Teuta Sahatçija (born 15 April 1962) is a politician and diplomat in Kosovo. She has served three terms in the Assembly of Kosovo, initially with the Reformist Party ORA, which she led from 2008 to 2010, and later with the Democratic League of Kosovo (LDK). She was Consul General for the Republic of Kosovo in New York City from 2016 to 2020.

==Early life and career==
Sahatqija was born to a Kosovo Albanian family from Gjakovë, in what was then the Autonomous Region of Kosovo and Metohija in the People's Republic of Serbia, Federal People's Republic of Yugoslavia. She graduated from the University of Pristina in 1985 as an electronics engineer. Sahatqija worked at the Printeus computer centre in Prizren from 1985 to 1987 and was head of the Ereniku centre in Gjakova from 1987 to 1999. She worked in information technology with the Organization for Security and Co-operation in Europe (OSCE) and the United Nations Interim Administration Mission in Kosovo (UNMIK) in 1998–99 and oversaw her own business in the same field from 1999 to 2004.

==Politician==
===Reformist Party ORA===
Sahatqija appeared in the sixth position on the Reformist Party ORA's electoral list in the 2004 Kosovan parliamentary election, which was held under closed list proportional representation. She was elected when the list won seven seats. The LDK won the election and afterward formed a coalition government with the Alliance for the Future of Kosovo (AAK); ORA served in opposition, and Sahatqija led its parliamentary group. She was a member of the committee for trade and industry and the committee for international co-operation and Euro-Atlantic integration.

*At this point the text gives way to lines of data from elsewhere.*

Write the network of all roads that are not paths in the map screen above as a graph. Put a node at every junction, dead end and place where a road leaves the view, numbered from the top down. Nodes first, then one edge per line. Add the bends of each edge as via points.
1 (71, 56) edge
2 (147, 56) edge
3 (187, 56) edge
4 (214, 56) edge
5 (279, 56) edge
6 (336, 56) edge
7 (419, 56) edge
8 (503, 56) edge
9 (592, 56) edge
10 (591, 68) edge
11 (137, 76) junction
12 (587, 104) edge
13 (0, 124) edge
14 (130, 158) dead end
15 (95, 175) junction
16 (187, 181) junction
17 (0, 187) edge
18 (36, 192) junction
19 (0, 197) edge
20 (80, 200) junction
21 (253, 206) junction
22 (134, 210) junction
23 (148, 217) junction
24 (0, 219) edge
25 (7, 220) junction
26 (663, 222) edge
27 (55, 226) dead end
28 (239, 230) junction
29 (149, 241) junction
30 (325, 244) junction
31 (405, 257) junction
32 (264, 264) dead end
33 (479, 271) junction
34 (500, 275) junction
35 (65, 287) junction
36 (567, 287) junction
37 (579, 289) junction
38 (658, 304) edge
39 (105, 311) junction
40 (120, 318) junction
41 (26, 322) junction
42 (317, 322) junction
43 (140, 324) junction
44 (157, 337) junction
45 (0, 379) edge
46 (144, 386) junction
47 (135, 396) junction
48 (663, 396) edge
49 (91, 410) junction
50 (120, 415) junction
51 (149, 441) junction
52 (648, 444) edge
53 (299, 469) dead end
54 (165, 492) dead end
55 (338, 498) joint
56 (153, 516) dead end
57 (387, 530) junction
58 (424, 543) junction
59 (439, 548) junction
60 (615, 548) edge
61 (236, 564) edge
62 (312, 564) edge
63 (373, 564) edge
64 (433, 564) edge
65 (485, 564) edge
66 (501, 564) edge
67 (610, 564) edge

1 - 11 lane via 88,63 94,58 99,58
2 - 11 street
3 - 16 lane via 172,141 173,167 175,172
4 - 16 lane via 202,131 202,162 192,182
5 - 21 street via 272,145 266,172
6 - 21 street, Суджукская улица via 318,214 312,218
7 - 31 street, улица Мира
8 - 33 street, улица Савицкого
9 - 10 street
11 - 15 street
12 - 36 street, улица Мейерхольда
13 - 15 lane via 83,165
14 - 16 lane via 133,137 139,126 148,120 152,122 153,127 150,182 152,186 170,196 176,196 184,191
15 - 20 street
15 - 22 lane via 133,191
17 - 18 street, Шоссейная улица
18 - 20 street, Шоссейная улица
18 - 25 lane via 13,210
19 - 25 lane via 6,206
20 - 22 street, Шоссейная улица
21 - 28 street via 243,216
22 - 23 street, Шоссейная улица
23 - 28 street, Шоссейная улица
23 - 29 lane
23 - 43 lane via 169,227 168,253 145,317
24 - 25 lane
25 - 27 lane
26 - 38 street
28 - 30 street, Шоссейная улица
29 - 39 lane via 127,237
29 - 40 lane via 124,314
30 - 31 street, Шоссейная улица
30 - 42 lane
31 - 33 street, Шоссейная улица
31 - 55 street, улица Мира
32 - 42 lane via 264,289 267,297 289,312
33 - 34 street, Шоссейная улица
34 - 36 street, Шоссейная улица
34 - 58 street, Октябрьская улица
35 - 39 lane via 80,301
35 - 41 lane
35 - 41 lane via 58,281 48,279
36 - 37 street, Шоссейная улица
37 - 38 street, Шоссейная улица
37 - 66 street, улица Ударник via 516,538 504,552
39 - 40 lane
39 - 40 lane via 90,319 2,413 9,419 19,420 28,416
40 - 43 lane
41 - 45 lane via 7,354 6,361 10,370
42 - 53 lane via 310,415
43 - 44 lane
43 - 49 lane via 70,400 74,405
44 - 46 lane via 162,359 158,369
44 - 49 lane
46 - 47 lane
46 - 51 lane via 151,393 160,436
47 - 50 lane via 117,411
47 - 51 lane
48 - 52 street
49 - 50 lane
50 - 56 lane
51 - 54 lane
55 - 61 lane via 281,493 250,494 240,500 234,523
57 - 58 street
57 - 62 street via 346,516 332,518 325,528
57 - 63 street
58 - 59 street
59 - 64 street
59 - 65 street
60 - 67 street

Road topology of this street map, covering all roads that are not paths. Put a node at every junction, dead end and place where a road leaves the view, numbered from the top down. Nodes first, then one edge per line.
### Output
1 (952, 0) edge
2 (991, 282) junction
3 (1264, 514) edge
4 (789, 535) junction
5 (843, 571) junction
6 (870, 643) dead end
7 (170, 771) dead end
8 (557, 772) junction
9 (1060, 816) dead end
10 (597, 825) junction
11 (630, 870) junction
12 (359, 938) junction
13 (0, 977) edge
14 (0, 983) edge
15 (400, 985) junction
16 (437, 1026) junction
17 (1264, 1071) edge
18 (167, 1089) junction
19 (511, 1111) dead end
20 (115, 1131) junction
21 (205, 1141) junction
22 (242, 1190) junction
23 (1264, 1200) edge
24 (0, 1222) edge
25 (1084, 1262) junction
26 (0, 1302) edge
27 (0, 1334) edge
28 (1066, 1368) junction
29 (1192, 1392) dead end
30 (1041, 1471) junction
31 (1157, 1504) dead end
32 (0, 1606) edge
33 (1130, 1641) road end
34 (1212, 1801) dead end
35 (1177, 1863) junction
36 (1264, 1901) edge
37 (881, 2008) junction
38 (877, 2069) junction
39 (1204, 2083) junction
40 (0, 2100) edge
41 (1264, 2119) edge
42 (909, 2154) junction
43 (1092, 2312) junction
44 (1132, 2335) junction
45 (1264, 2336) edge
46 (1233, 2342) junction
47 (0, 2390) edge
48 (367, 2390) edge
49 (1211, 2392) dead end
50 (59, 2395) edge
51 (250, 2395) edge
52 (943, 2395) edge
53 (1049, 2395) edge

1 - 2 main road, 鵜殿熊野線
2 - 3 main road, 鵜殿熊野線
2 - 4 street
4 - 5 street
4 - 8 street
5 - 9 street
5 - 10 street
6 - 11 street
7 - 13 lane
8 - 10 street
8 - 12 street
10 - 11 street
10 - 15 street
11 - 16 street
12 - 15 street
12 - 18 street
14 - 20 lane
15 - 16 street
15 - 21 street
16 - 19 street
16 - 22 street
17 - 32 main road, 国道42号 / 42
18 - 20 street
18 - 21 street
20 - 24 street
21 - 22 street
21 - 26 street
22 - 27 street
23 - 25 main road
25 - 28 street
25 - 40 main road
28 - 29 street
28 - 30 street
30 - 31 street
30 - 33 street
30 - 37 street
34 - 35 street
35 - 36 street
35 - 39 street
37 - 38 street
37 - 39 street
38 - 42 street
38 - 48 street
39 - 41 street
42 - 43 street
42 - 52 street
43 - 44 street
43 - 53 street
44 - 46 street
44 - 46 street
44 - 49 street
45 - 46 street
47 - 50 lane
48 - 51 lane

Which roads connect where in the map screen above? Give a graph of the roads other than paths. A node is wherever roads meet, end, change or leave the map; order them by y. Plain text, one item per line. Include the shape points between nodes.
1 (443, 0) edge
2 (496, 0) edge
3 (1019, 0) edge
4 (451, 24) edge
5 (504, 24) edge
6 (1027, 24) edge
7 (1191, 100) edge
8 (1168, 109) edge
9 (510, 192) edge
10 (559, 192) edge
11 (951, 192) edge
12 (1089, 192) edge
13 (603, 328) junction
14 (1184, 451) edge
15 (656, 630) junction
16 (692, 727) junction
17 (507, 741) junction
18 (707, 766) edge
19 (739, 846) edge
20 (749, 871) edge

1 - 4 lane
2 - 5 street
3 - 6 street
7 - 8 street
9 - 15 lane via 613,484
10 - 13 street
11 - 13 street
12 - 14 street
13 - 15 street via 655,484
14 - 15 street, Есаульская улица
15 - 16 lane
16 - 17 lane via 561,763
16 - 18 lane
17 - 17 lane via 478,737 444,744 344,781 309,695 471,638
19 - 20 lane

In November 2007, Sahatqija took part in a two-day summit in Vienna convened by Austrian foreign affairs minister Ursula Plassnik that included representatives of Kosovo's Serb and Albanian communities. Sahatqija and Vesna Jovanović, a parliamentarian from the Serbian List for Kosovo and Metohija, both spoke of the difficulties in achieving meaningful dialogue between their communities. With reference to an impending Serb boycott of Pristina's electoral institutions due to Kosovo's drive for independence, Sahatqija was quoted as saying, "Reconciliation needs both sides. If one hand hangs in the air, it won't work."

Kosovo adopted a system of open list proportional representation prior to the 2007 parliamentary election. Sahatqija appeared in the third position on ORA's list and received the second highest vote total of any party candidate. The list did not cross the electoral threshold for parliamentary representation, and she did not serve in the parliament that followed. She also ran for mayor of Gjakova in the concurrent 2007 local elections and finished third.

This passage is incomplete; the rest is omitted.